■ **Work task**
For the listing below, work out how many lines hold the word "WILLIAMS" and give that number by itself.

■ **Records for this exercise**
────────

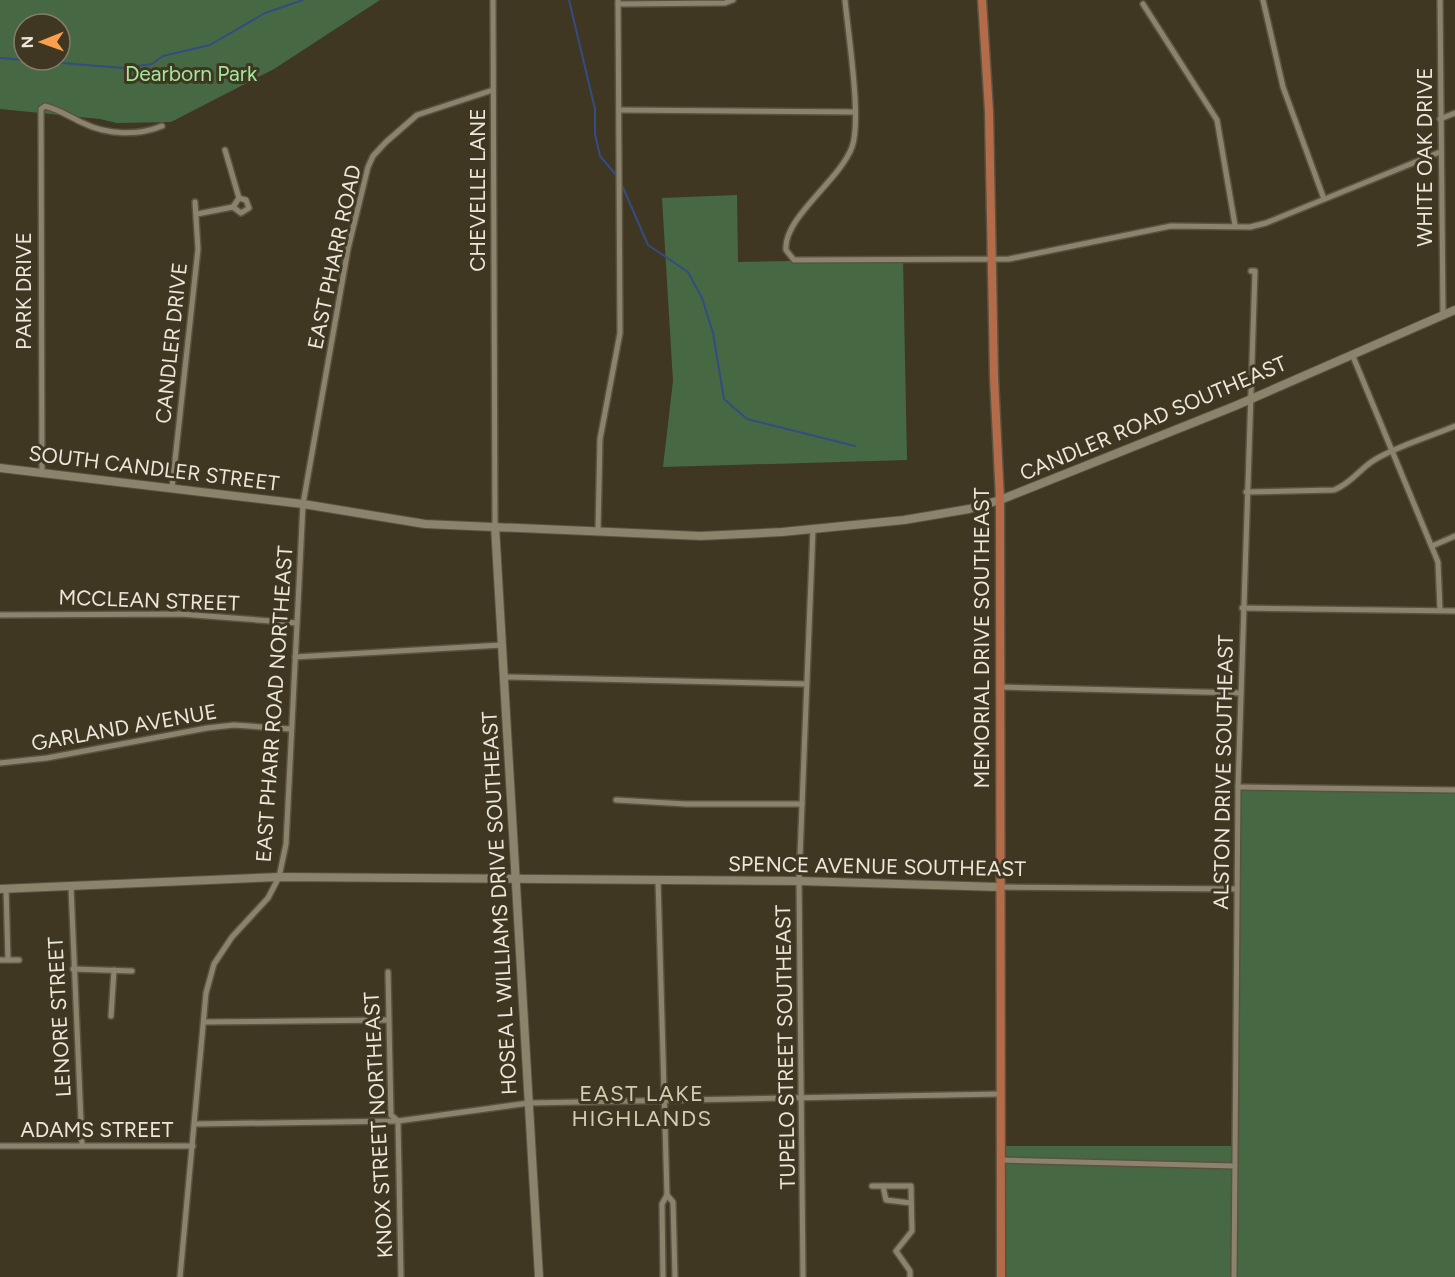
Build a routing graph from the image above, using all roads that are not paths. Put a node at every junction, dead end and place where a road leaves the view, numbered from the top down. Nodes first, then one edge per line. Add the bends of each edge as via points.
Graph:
1 (493, 0) edge
2 (733, 0) edge
3 (845, 0) edge
4 (982, 0) edge
5 (1263, 0) edge
6 (1440, 0) edge
7 (618, 2) edge
8 (1143, 4) dead end
9 (493, 90) junction
10 (620, 110) junction
11 (855, 112) junction
12 (1455, 113) edge
13 (1440, 119) junction
14 (162, 126) dead end
15 (225, 150) dead end
16 (1440, 152) junction
17 (239, 198) junction
18 (1324, 200) junction
19 (195, 202) dead end
20 (233, 207) junction
21 (197, 214) junction
22 (1235, 225) junction
23 (993, 257) junction
24 (1251, 271) dead end
25 (1455, 310) edge
26 (1443, 314) junction
27 (1352, 354) junction
28 (1249, 400) junction
29 (1455, 426) edge
30 (1392, 452) junction
31 (0, 468) edge
32 (42, 473) junction
33 (172, 488) junction
34 (1246, 492) junction
35 (1000, 500) junction
36 (303, 504) junction
37 (495, 526) junction
38 (813, 529) junction
39 (598, 530) junction
40 (1455, 537) edge
41 (1432, 546) junction
42 (1242, 609) junction
43 (1440, 610) junction
44 (1455, 611) edge
45 (0, 615) edge
46 (297, 623) junction
47 (502, 645) junction
48 (295, 657) junction
49 (504, 677) junction
50 (806, 684) junction
51 (998, 687) junction
52 (1241, 693) junction
53 (290, 729) junction
54 (0, 763) edge
55 (1238, 787) junction
56 (1455, 789) edge
57 (616, 800) dead end
58 (802, 804) junction
59 (279, 878) junction
60 (516, 880) junction
61 (658, 880) junction
62 (799, 881) junction
63 (71, 887) junction
64 (999, 887) junction
65 (3, 889) edge
66 (1237, 889) junction
67 (0, 960) edge
68 (8, 960) junction
69 (19, 960) dead end
70 (73, 969) junction
71 (114, 970) junction
72 (132, 971) dead end
73 (388, 972) dead end
74 (111, 1016) dead end
75 (388, 1020) junction
76 (204, 1023) junction
77 (1000, 1094) junction
78 (803, 1099) junction
79 (664, 1101) junction
80 (529, 1103) junction
81 (398, 1121) junction
82 (195, 1124) junction
83 (82, 1145) junction
84 (0, 1146) edge
85 (193, 1146) junction
86 (1001, 1160) junction
87 (1235, 1166) junction
88 (872, 1186) dead end
89 (883, 1186) junction
90 (667, 1195) junction
91 (911, 1203) junction
92 (180, 1277) edge
93 (401, 1277) edge
94 (539, 1277) edge
95 (663, 1277) edge
96 (675, 1277) edge
97 (803, 1277) edge
98 (910, 1277) edge
99 (1001, 1277) edge
100 (1234, 1277) edge

1 - 9 street, CHEVELLE LANE
2 - 7 street
3 - 11 street
4 - 23 main road, MEMORIAL DRIVE SOUTHEAST
5 - 18 street via 1283,87
6 - 13 street, WHITE OAK DRIVE
7 - 10 street
8 - 22 street via 1217,120
9 - 36 street, EAST PHARR ROAD via 417,115 373,156 348,249
9 - 37 street, CHEVELLE LANE
10 - 11 street
10 - 39 street via 620,333 600,439
11 - 23 street via 855,135 849,155 787,238 786,250 794,260
12 - 13 street
13 - 16 street, WHITE OAK DRIVE
14 - 32 street, PARK DRIVE via 148,132 124,133 95,128 62,110 45,106 41,109
15 - 17 street
16 - 18 street
16 - 26 street, WHITE OAK DRIVE
17 - 20 street
17 - 20 street via 246,200 249,208 241,213
18 - 22 street via 1266,223
19 - 21 street, CANDLER DRIVE
20 - 21 street
21 - 33 street, CANDLER DRIVE via 198,249
22 - 23 street via 1171,226 1009,259
23 - 35 main road, MEMORIAL DRIVE SOUTHEAST
24 - 28 street, ALSTON DRIVE SOUTHEAST via 1255,271
25 - 26 street, CANDLER ROAD SOUTHEAST
26 - 27 street, CANDLER ROAD SOUTHEAST
27 - 28 street, CANDLER ROAD SOUTHEAST
27 - 30 street
28 - 34 street, ALSTON DRIVE SOUTHEAST
28 - 35 street, CANDLER ROAD SOUTHEAST
29 - 30 street
30 - 34 street via 1374,460 1334,490
30 - 41 street
31 - 32 street, SOUTH CANDLER STREET
32 - 33 street, SOUTH CANDLER STREET
33 - 36 street, SOUTH CANDLER STREET
34 - 42 street, ALSTON DRIVE SOUTHEAST
35 - 38 street, CANDLER ROAD SOUTHEAST via 904,520
35 - 51 main road, MEMORIAL DRIVE SOUTHEAST
36 - 37 street, SOUTH CANDLER STREET via 425,524
36 - 46 street, EAST PHARR ROAD NORTHEAST
37 - 39 street, CANDLER ROAD SOUTHEAST
37 - 47 street, HOSEA L WILLIAMS DRIVE SOUTHEAST
38 - 39 street, CANDLER ROAD SOUTHEAST via 701,536
38 - 50 street, TUPELO STREET SOUTHEAST
40 - 41 street
41 - 43 street via 1440,573
42 - 43 street
42 - 52 street, ALSTON DRIVE SOUTHEAST
43 - 44 street
45 - 46 street, MCCLEAN STREET via 181,614
46 - 48 street, EAST PHARR ROAD NORTHEAST
47 - 48 street
47 - 49 street, HOSEA L WILLIAMS DRIVE SOUTHEAST
48 - 53 street, EAST PHARR ROAD NORTHEAST
49 - 50 street
49 - 60 street, HOSEA L WILLIAMS DRIVE SOUTHEAST
50 - 58 street, TUPELO STREET SOUTHEAST
51 - 52 street
51 - 64 main road, MEMORIAL DRIVE SOUTHEAST
52 - 55 street, ALSTON DRIVE SOUTHEAST
53 - 54 street, GARLAND AVENUE via 234,725 207,728 47,759
53 - 59 street, EAST PHARR ROAD NORTHEAST via 286,844
55 - 56 street
55 - 66 street, ALSTON DRIVE SOUTHEAST
57 - 58 street
58 - 62 street, TUPELO STREET SOUTHEAST
59 - 60 street, SPENCE AVENUE SOUTHEAST
59 - 63 street, SPENCE AVENUE SOUTHEAST
59 - 76 street, EAST PHARR ROAD NORTHEAST via 268,898 232,937 214,964 206,993
60 - 61 street, SPENCE AVENUE SOUTHEAST
60 - 80 street, HOSEA L WILLIAMS DRIVE SOUTHEAST
61 - 62 street, SPENCE AVENUE SOUTHEAST
61 - 79 street
62 - 64 street, SPENCE AVENUE SOUTHEAST
62 - 78 street, TUPELO STREET SOUTHEAST
63 - 65 street, SPENCE AVENUE SOUTHEAST
63 - 70 street, LENORE STREET
64 - 66 street, SPENCE AVENUE SOUTHEAST
64 - 77 main road, MEMORIAL DRIVE SOUTHEAST
65 - 68 street
66 - 87 street, ALSTON DRIVE SOUTHEAST
67 - 68 street
68 - 69 street
70 - 71 street
70 - 83 street, LENORE STREET
71 - 72 street
71 - 74 street
73 - 75 street, KNOX STREET NORTHEAST
75 - 76 street
75 - 81 street, KNOX STREET NORTHEAST via 391,1115
76 - 82 street, EAST PHARR ROAD NORTHEAST
77 - 78 street
77 - 86 main road, MEMORIAL DRIVE SOUTHEAST
78 - 79 street
78 - 97 street, TUPELO STREET SOUTHEAST
79 - 80 street
79 - 90 street
80 - 81 street
80 - 94 street, HOSEA L WILLIAMS DRIVE SOUTHEAST
81 - 82 street
81 - 93 street, KNOX STREET NORTHEAST
82 - 85 street, EAST PHARR ROAD NORTHEAST
83 - 84 street, ADAMS STREET
83 - 85 street, ADAMS STREET
85 - 92 street, EAST PHARR ROAD NORTHEAST
86 - 87 street
86 - 99 main road, MEMORIAL DRIVE SOUTHEAST
87 - 100 street, ALSTON DRIVE SOUTHEAST
88 - 89 street
89 - 91 street via 886,1200
89 - 91 street via 911,1186
90 - 95 street via 662,1204
90 - 96 street via 674,1202
91 - 98 street via 912,1231 896,1251 910,1270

────────

■ **Solution**
5